Great, say hi to Masood!

-Flavio

On 21 Jul 2014, at 21:24, Jaln <[email protected]> wrote:

> Hi Flavio,
> I'm doing some research on scalable/durable transactional messaging system, 
> with Masood at Huawei Innovation Center. I'm currently using bookkeeper as a 
> case study.
> Thanks for the help.
> 
> Best,
> Jialin
> 
> 
> On Mon, Jul 21, 2014 at 5:43 AM, Flavio Junqueira 
> <[email protected]> wrote:
> Jialin,
> 
> I'm curious to know why you're asking all these questions. Are you working on 
> some research project that involves BookKeeper? Otherwise, what's your use 
> case if you don't mind sharing?
> 
> 
> -Flavio
> 
> 
> 
> On Monday, July 21, 2014 1:34 PM, Ivan Kelly <[email protected]> wrote:
> 
> 
> >
> >
> >We have considered something like this in the past. However, it would
> >mean that reads will affect the latency or writes, as they will move
> >the disk head.
> >
> >It's also the case that the interleaved entrylog performs really badly
> >on reads. Work has been done recently to improve this, by buffering
> >entries and sorting them by ledger id before flushing to the
> >entrylog. This means that reads for a specific ledger will be
> >sequential as opposed to jumping all over the place as it has to do
> >now. If we used the journal for this, then we wouldn't be able to do
> >this processing, as the point of the journal is to ensure that the
> >entry is on persistent storage before replying to the client. If we
> >buffered enough to get benefit from sorting, write latency would be
> >enormous.
> >
> >-Ivan
> >
> >
> >On Sat, Jul 19, 2014 at 01:55:16PM -0700, Jaln wrote:
> >> Thank you so much, Rakesh,
> >> Without consideration of performance, can we just maintain one file. For
> >> example journal file, and the index for each entry.
> >>
> >> Best,
> >> Jaln
> >>
> >>
> >> On Fri, Jul 18, 2014 at 11:23 PM, Rakesh Radhakrishnan <
> >> [email protected]> wrote:
> >>
> >> > Hi Jaln,
> >> >
> >> > >>>>>>for the data in the journal file(*.txn) and the entry log
> >> > file(*.log), are
> >> > >>>>>>they similar?
> >> > >>>>>>for example, when I add an entry, this opeartion and the entry data
> >> > will be
> >> > >>>>>>logged in the journal file,
> >> > >>>>>>and the entry data will be logged in the entry log file (*.log),
> >> > right?
> >> >
> >> > As I mentioned earlier, when an entry is added Bookie server will add 
> >> > only
> >> > this entry to the journal file and will send a response back to the
> >> > client after the successful flush to the disk. Later during checkpointing
> >> > time, server will read the journal entries and add it to the entry logger
> >> > files. Also, it will generate index files corresponding to each ledgers 
> >> > for
> >> > the faster access. This old journal file will be garbage collected, 
> >> > because
> >> > all these entries are mapped it to the entry logger.
> >> >
> >> > >>>>>what's the purpose of the two files?
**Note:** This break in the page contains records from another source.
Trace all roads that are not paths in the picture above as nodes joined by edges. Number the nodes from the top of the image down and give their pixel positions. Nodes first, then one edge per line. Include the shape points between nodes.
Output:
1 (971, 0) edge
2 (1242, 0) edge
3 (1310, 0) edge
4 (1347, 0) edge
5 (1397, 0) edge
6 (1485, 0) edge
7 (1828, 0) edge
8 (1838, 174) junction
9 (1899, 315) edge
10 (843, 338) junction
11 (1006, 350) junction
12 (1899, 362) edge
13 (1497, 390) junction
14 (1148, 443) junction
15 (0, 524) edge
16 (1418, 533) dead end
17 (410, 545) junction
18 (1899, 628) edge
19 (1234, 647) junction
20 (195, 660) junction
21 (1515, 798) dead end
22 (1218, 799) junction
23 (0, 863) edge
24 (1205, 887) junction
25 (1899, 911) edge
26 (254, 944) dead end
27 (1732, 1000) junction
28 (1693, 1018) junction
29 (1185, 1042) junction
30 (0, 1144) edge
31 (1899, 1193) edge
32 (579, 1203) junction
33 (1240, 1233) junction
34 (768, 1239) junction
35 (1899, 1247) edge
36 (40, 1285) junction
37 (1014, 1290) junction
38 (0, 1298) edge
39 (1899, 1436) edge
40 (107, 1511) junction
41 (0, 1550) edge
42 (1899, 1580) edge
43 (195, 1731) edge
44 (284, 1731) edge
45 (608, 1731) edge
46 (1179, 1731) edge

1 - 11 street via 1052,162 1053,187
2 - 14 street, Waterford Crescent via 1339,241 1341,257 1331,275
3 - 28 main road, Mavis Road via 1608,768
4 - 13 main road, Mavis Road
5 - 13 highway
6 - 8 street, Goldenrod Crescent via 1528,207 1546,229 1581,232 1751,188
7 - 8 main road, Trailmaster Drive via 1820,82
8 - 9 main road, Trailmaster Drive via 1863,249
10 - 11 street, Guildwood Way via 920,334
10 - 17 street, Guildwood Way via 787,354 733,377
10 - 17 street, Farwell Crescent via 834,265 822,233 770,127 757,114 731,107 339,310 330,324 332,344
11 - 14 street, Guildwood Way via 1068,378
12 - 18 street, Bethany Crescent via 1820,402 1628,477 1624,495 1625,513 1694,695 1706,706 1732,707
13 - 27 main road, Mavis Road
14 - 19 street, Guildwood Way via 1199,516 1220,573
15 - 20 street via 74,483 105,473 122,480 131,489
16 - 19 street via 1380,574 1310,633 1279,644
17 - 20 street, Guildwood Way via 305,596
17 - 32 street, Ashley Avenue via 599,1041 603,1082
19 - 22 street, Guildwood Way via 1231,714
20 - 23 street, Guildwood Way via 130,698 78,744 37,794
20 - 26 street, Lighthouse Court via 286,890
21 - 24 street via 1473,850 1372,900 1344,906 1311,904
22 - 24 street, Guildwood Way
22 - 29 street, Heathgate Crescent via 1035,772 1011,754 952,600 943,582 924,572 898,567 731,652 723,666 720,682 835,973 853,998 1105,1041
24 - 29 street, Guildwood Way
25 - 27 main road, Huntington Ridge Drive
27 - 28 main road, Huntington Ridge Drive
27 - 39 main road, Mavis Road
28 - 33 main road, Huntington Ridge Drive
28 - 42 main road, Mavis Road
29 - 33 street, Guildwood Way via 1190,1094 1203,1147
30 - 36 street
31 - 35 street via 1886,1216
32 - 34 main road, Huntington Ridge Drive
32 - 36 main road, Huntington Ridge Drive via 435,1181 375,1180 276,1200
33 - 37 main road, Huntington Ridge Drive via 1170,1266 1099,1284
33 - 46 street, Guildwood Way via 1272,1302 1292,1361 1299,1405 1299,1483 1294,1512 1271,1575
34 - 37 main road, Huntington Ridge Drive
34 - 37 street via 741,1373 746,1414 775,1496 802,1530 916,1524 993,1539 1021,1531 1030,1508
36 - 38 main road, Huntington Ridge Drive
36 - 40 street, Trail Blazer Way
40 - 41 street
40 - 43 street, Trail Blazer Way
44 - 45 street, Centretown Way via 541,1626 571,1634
> >> > AFAIK, adding to entry log and generating index is a costly I/O operation
> >> > and will affect the performance. Thats the reason, first will only add
> >> > transactions to journal file and send a response quickly. Later will add 
> >> > it
> >> > to the entrylog file & index files offline.
> >> >
> >> > Total bookie stored data = entry logger data + journal data(most recent
> >> > data)
> >> >
> >> > *For example:* I'm calling write operation as transaction. Assume client
> >> > has performed 20 transactions. All these exists only in the journal file.
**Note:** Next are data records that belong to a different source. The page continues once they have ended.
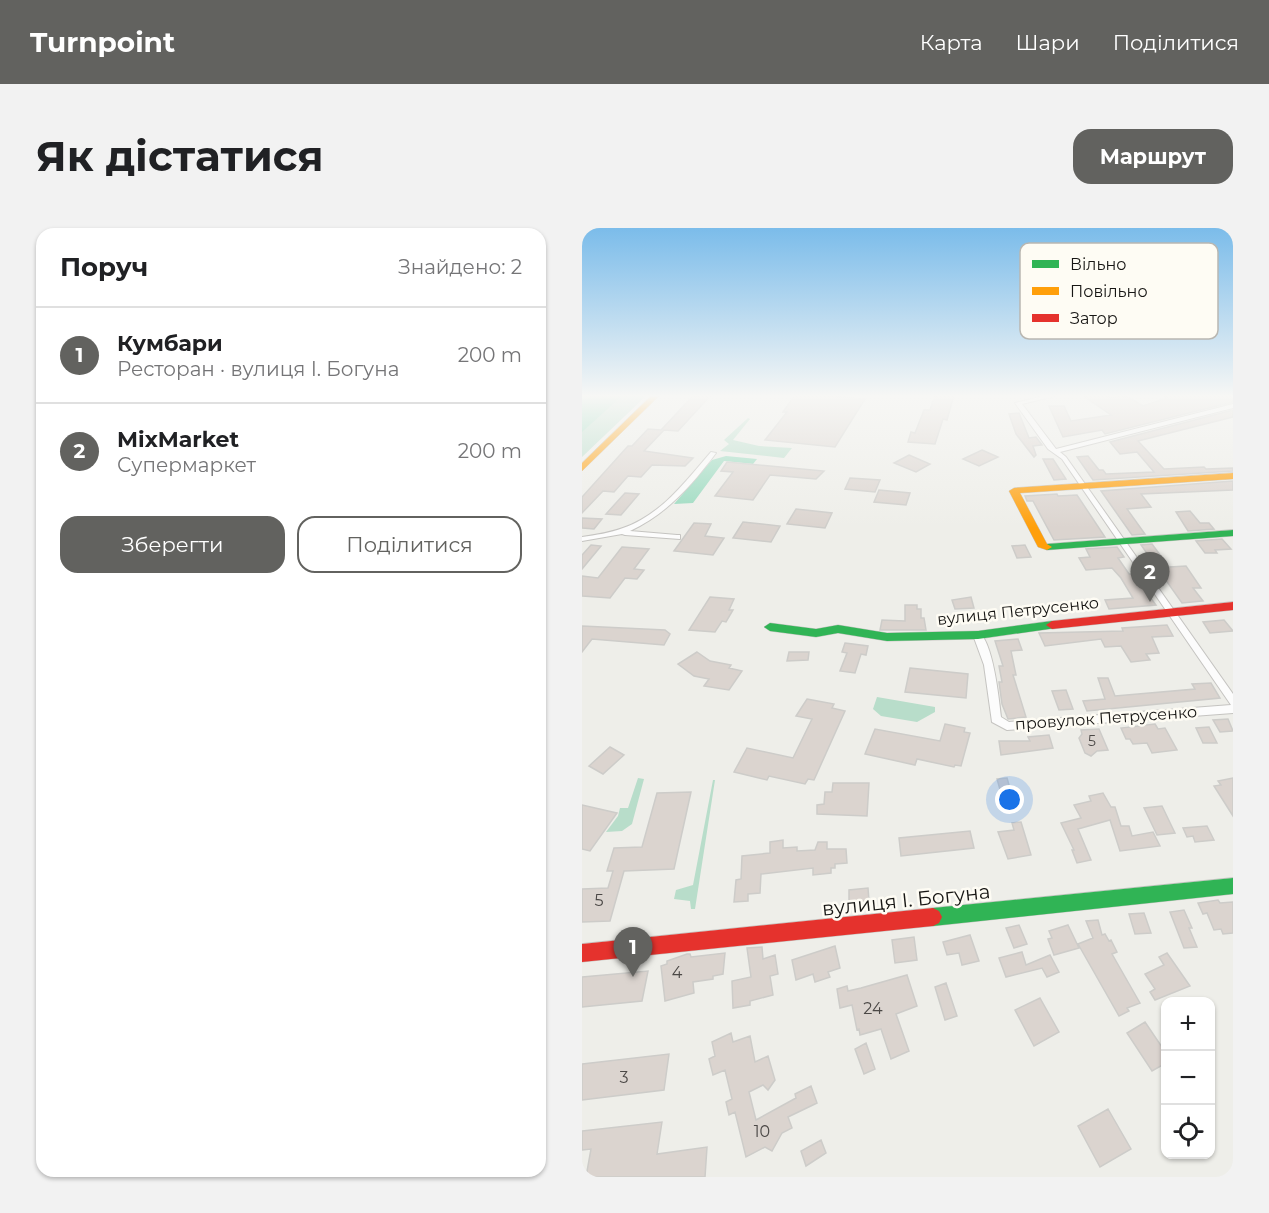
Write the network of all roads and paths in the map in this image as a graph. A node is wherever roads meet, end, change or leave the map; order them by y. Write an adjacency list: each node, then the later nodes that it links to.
1 (611, 439): 6 (street)
2 (1044, 439): 4 (street)
3 (1102, 439): 4 (street)
4 (1056, 451): 8 (street)
5 (713, 453): 9 (street)
6 (582, 468)
7 (1233, 476): 8 (street)
8 (1083, 486): 13 (street); 13 (street)
9 (622, 532): 11 (street); 12 (street)
10 (1233, 533): 13 (street)
11 (677, 537)
12 (582, 539)
13 (1123, 540): 15 (street)
14 (1233, 606): 15 (street, вулиця Петрусенко)
15 (1172, 611): 17 (street, вулиця Петрусенко); 18 (street)
16 (770, 627): 17 (street, вулиця Петрусенко)
17 (978, 634): 19 (street, провулок Петрусенко)
18 (1233, 702)
19 (1233, 709)
20 (1233, 886): 21 (street, вулиця І. Богуна)
21 (582, 953)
> >> > Say, now checkpointing triggered. It will add these 20 transactions to 
> >> > the
> >> > entry logger file and generate indexes. Again assume user performed 10 
> >> > more
> >> > transactions. Now we have total 30 transactions.
> >> >
> >> > Bookie data(30 transactions) = 20 + 10.
> >> >
> >> > Regards,
> >> > Rakesh
> >> >
> >> >
> >> >
> >> > On Sat, Jul 19, 2014 at 9:52 AM, Jaln <[email protected]> wrote:
> >> >
> >> > > Thanks Rakesh,
> >> > > for the data in the journal file(*.txn) and the entry log file(*.log),
> >> > are
> >> > > they similar?
> >> > > for example, when I add an entry, this opeartion and the entry data 
> >> > > will
> >> > be
> >> > > logged in the journal file,
> >> > > and the entry data will be logged in the entry log file (*.log), right?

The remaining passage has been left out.